We take the value located in the vReg register, and use the correct system call. For a vReg of 1, we can output the value located in aReg to the output "stream".

That's the gist for interpreting R-Type instructions, now we can work on interpreting I-Type instructions. These actually have different opcodes, so we can build off of our opcode switch-case.

switch(opcode) {
	...
	case 0x08: { //ADDI
		let rs = (instruction & rsMask) >> rsShift;
		let rt = (instruction & rtMask) >> rtShift;
		let imm = instruction & immMask;
		imm = (imm & immSignMask) ? immMagnitude - imm : imm;
		this.registers[rs] = this.registers[rt] + imm & 0xFFFFFFFF;
		this.pc++;
		break;
	}
	...
}

The "Add Immediate" instruction differs from the add instruction in that we add a number instead of a value inside of a register. Register rs is assigned the sum of rt and the immediate number. We take the first bit of the immediate value to determine it's sign. All I-Type instructions have an immediate value instead of a third register that take up 16-bits.

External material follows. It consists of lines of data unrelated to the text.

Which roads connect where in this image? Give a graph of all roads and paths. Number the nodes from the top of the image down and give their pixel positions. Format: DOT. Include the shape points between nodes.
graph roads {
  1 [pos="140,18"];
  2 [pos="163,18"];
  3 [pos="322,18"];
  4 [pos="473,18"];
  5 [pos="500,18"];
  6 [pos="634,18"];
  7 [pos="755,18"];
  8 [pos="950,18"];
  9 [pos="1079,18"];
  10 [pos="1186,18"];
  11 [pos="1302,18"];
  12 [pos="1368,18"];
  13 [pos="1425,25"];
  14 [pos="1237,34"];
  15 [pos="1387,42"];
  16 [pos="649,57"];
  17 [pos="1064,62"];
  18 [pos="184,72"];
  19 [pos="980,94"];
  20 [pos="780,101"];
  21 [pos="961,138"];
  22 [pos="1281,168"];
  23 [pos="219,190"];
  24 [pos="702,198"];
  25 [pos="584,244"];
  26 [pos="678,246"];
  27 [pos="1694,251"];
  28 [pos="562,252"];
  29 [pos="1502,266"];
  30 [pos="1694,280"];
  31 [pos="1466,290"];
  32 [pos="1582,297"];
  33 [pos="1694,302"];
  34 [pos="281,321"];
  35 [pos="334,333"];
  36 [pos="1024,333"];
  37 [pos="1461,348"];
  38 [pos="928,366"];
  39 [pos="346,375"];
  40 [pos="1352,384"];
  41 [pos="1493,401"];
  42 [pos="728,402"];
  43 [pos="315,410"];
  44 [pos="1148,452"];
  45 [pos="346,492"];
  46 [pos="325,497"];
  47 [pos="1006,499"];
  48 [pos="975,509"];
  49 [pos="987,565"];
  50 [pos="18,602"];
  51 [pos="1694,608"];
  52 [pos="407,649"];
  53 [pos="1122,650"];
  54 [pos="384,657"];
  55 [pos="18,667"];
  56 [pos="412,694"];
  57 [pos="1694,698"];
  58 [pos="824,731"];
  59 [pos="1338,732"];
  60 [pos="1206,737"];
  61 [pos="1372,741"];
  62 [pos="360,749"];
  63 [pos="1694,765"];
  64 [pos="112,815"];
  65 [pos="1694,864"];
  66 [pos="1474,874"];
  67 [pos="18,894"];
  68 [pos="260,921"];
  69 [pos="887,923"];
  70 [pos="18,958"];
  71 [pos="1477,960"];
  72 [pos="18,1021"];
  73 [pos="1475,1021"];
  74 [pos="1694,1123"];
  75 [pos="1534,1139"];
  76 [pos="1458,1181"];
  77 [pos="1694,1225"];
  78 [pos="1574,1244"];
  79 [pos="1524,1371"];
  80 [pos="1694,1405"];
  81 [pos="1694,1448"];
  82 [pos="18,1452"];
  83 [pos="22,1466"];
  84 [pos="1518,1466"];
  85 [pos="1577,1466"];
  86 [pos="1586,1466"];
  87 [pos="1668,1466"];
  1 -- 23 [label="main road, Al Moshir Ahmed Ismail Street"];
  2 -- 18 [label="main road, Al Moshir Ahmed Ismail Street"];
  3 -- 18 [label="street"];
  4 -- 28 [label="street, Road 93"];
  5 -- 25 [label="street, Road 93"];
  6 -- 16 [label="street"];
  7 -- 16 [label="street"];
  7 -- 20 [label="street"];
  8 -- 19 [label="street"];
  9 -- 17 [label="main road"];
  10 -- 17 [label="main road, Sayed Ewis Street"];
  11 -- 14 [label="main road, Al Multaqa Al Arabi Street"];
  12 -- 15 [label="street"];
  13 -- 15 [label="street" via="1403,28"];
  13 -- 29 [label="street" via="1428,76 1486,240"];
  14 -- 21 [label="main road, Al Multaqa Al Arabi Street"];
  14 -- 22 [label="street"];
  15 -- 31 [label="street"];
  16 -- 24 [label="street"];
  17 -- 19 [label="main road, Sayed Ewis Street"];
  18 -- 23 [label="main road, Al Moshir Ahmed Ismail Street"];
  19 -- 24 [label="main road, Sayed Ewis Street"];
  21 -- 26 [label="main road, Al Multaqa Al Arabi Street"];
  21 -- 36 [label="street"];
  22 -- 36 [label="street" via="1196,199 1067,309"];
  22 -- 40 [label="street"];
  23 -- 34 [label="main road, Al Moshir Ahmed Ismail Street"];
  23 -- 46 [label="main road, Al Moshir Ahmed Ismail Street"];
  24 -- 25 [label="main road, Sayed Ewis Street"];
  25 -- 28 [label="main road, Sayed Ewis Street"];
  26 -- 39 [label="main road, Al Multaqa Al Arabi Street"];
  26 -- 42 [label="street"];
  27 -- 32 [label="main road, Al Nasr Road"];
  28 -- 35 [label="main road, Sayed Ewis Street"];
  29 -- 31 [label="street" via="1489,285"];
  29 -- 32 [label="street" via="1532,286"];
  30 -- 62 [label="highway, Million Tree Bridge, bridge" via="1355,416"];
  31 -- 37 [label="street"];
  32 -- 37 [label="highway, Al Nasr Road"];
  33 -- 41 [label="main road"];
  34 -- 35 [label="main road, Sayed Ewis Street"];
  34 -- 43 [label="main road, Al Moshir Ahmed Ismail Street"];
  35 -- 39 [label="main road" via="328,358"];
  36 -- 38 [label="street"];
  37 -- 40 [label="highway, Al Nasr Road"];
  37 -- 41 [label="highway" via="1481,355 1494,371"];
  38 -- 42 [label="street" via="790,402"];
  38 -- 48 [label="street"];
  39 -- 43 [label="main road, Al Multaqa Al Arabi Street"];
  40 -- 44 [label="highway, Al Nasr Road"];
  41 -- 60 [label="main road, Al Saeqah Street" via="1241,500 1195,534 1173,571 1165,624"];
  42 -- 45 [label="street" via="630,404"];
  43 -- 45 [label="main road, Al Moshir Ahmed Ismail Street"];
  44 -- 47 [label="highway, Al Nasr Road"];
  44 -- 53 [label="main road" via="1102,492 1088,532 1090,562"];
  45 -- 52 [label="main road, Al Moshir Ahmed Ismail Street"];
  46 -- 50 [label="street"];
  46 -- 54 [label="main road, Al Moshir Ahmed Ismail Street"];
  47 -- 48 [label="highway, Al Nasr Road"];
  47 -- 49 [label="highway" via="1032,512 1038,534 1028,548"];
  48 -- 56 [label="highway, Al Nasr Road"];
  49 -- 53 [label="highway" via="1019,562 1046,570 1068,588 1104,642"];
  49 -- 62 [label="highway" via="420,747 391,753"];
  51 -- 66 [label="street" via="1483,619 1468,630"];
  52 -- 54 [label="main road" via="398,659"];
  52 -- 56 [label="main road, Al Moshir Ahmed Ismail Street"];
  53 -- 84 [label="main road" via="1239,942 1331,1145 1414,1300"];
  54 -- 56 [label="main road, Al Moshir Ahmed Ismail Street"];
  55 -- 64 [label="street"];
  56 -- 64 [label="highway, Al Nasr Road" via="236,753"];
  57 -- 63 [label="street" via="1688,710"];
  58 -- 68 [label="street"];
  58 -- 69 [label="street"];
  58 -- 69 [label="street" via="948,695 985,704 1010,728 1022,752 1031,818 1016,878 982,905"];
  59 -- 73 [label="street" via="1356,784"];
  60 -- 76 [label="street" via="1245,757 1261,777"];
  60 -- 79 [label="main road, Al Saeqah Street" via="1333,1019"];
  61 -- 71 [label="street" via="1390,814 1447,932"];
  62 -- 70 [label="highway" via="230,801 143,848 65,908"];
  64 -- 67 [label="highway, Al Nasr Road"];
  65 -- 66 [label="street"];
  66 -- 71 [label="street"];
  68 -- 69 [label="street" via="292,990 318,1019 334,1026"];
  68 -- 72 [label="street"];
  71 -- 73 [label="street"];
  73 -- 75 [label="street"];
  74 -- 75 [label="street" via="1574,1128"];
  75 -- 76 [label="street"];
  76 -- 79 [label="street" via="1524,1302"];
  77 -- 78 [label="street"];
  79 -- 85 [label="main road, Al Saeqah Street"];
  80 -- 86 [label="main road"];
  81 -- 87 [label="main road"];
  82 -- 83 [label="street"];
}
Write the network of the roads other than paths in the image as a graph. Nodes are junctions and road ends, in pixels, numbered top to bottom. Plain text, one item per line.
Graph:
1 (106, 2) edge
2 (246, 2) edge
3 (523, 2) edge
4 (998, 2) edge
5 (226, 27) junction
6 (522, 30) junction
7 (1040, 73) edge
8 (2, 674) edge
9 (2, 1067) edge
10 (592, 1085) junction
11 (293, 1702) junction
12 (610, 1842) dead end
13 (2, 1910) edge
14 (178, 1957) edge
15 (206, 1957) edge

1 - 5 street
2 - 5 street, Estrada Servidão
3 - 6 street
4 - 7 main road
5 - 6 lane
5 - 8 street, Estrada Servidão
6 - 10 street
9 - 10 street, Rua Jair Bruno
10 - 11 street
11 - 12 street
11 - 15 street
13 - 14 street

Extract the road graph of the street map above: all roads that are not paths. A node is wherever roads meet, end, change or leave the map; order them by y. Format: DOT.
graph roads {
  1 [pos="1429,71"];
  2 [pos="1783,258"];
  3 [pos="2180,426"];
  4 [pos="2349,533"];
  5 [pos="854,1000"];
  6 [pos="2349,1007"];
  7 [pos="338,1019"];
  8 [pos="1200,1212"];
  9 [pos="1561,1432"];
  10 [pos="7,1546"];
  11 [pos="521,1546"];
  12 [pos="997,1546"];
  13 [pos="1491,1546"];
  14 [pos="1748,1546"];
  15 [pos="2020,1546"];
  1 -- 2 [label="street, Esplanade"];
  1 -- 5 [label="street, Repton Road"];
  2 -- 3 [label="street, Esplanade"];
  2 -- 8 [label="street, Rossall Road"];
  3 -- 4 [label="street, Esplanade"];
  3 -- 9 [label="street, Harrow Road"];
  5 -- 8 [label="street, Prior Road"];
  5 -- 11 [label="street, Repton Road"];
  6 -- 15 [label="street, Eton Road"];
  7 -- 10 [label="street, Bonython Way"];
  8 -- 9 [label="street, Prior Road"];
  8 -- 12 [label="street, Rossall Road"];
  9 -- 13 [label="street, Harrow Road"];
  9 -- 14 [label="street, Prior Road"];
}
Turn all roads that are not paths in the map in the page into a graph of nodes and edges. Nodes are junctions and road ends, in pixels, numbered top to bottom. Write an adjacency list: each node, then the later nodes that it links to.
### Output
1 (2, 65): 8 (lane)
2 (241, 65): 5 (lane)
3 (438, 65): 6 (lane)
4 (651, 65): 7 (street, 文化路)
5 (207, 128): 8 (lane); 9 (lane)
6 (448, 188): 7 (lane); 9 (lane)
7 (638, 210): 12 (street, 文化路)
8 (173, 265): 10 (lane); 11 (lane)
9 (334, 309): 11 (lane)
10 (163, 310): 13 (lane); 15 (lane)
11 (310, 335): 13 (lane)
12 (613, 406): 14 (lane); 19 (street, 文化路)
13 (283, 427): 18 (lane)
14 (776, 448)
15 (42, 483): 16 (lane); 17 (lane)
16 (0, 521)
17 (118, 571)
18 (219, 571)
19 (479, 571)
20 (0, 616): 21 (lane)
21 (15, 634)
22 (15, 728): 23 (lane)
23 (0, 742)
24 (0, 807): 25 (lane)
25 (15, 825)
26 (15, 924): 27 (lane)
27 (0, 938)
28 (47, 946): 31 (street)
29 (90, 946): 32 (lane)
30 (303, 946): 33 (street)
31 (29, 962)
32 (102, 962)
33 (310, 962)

The final type is a J-Type. These only have the opcode, and a 26-bit target to jump the program counter too

switch(opcode) {
	...
	case 0x02: { //J
		let adr = (instruction & adrMask) >>> 0;
		this.pc = (this.pc & 0xF0000000) | adr;
		break;
	}
	...
}

Now that we have written the interpreter, we can load the instructions into our memory array and step through the whole program. It's extremely tedious to write out the instructions by hand in hex, so we should write an assembler next.

What I've learned

I've learned a lot through this project, mostly in that getting integer arithmetic in JS is wonky, as every number is a floating point number. There are many improvements I could make to the emulator. I could make the class immutable, so that each step represents a different state of the CPU. There are many instructions that I've yet to implement. Overall, it was a great learning experience, and I believe I've gotten a better understanding of MIPS and computer architecture in general.